Após o 25 de Abril a legislação nacional sobre o instituto do divórcio acompanhou esta evolução, ficando o direito português com um sistema híbrido, podendo os cônjuges interessados no divórcio recorrer ao divórcio litigioso baseado na culpa, ao divórcio litigioso fundado na ruptura ou no fracasso objectivo do casamento, ao divórcio consensual ou ao divórcio por conversão.
A separação de facto, como fundamento do divórcio, integra-se no denominado divórcio - remédio - cfr. anotações de Pereira Coelho aos acórdãos deste Supremo Tribunal, de 14-03-78 e de 13-05-80, BMJ, n. 285, pág. 335, e n. 297, pág. 348, in Revista de Legislação e de Jurisprudência, Ano 112, págs 341 e segs. e Ano 114, pág. 182, respectivamente.

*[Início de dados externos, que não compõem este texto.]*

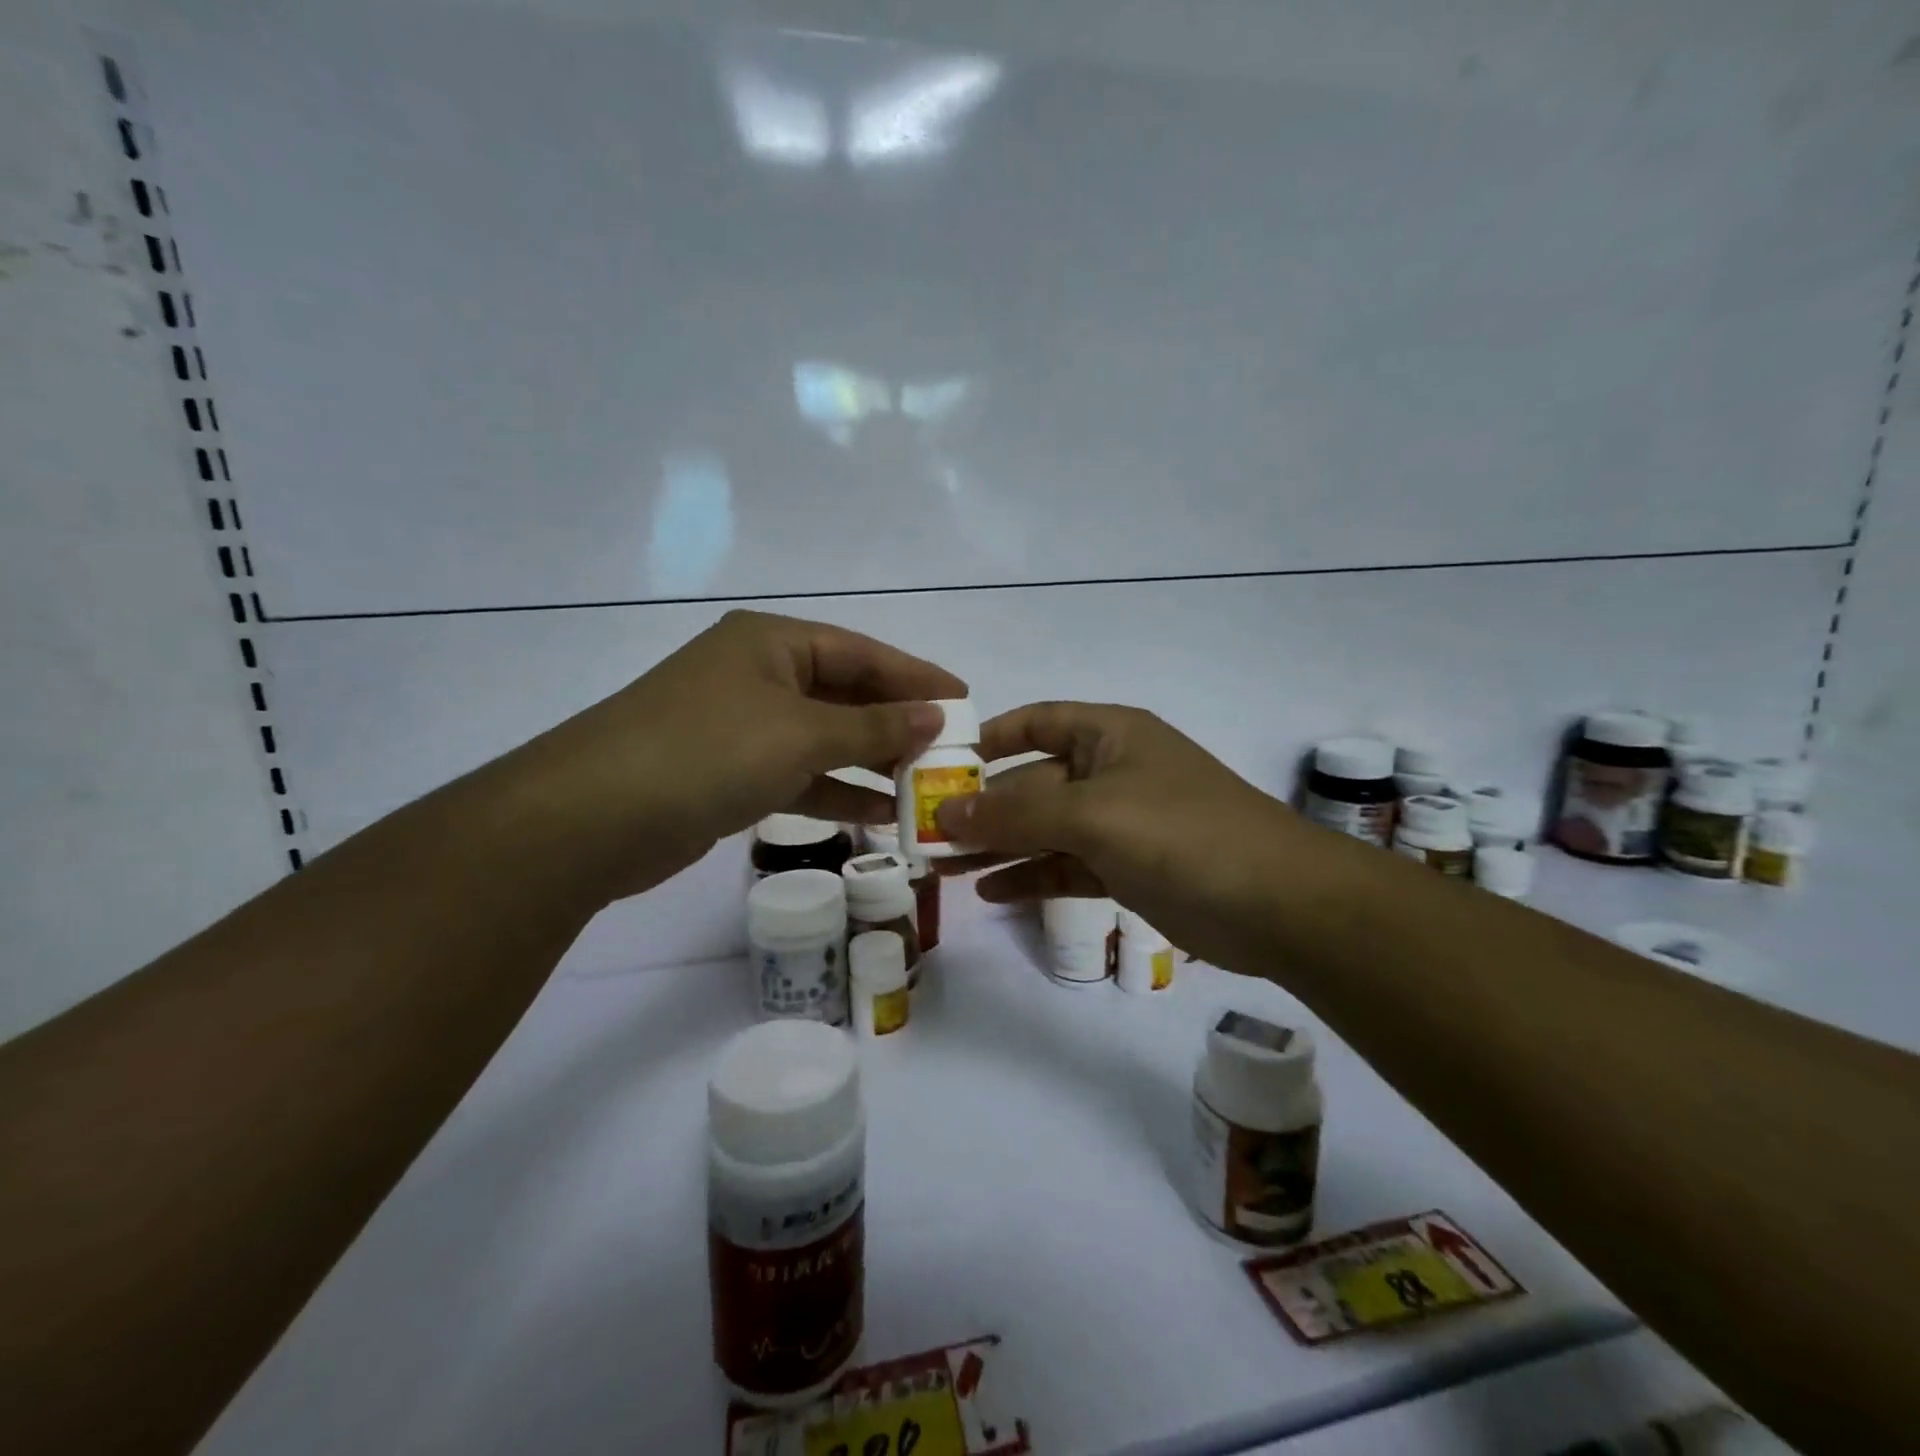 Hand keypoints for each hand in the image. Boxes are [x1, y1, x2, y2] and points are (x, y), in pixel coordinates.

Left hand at [501, 610, 964, 900]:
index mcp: (772, 643)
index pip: (862, 653)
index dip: (916, 677)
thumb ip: (873, 727)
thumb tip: (936, 717)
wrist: (592, 817)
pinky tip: (876, 813)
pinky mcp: (729, 773)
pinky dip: (835, 791)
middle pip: (845, 694)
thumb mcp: (802, 734)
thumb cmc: (708, 752)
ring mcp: (741, 725)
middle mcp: (758, 675)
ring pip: (824, 739)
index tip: (965, 701)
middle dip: (896, 724)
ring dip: (870, 763)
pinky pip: (798, 774)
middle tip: (950, 751)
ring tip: (922, 787)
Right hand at [934, 702, 1332, 972]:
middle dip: (983, 807)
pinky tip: (990, 892)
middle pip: (1032, 782)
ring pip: (1045, 829)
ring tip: (943, 867)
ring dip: (998, 846)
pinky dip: (1031, 876)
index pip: (1036, 721)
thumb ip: (1015, 815)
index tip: (941, 765)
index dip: (989, 738)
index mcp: (1109, 735)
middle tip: (925, 832)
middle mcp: (1111, 771)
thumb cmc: (1183, 835)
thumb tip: (943, 812)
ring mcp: (1120, 823)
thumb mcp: (1093, 816)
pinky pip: (1066, 865)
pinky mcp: (1127, 868)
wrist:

É a própria separação de facto por mais de seis anos consecutivos (art. 1781, al. a), do Código Civil - diploma a que pertencerão os normativos que se venham a indicar sem referenciação da origem), independentemente da culpa dos cônjuges, que serve de fundamento ao divórcio - cfr., verbi gratia, o acórdão do STJ de 04-12-86, no BMJ 362, pág. 541. Todavia, a culpa, quando a haja, deve ser declarada nos termos do art. 1787, n. 1 - cfr. art. 1782, n. 2.
Ocorre, na situação dos autos, a verificação incontroversa, porque reconhecida por ambas as partes, da separação de facto para os efeitos da alínea a) do art. 1781 - art. 1782, n. 1. Aliás, recordar-se-á que a Ré se limita a pedir que não seja considerada "única exclusiva e principal culpada", não questionando a decisão de decretar o divórcio.
Pretende, no fundo, a recorrente que, considerando o prazo decorrido desde a efectivação da mudança da fechadura - facto que seria de produção instantânea -, já teria ocorrido a caducidade da acção de divórcio - art. 1786, n. 1.
Esquece, porém, que o fundamento do divórcio consiste na separação de facto, situação de duração continuada que, tendo tido a sua génese causal na mudança de fechadura e na consequente impossibilidade, por parte do recorrido, de entrar em casa, se prolongou no tempo ao longo de muitos anos, revestindo os requisitos exigidos para os efeitos do art. 1781, al. a).
Anotando o art. 1786, escreve Antunes Varela, a respeito da caducidade do direito ao divórcio, que a aplicação do prazo de caducidade previsto no n. 1 do art. 1786 não suscita nenhuma dificuldade especial, quando o fundamento de que se trata consiste num facto instantâneo, como sucede com a generalidade das violações de deveres conjugais, a que se refere o n. 1 do art. 1779. Mas, prossegue aquele Autor, já não se dá o mesmo com os fundamentos que consistem em factos que se repetem (factos de trato sucessivo ou reiterado), como sucede em geral com as ligações adulterinas de um dos cônjuges, ou em factos de duração continuada (abandono completo do lar conjugal) - "Código Civil Anotado", Vol. IV, pág. 551.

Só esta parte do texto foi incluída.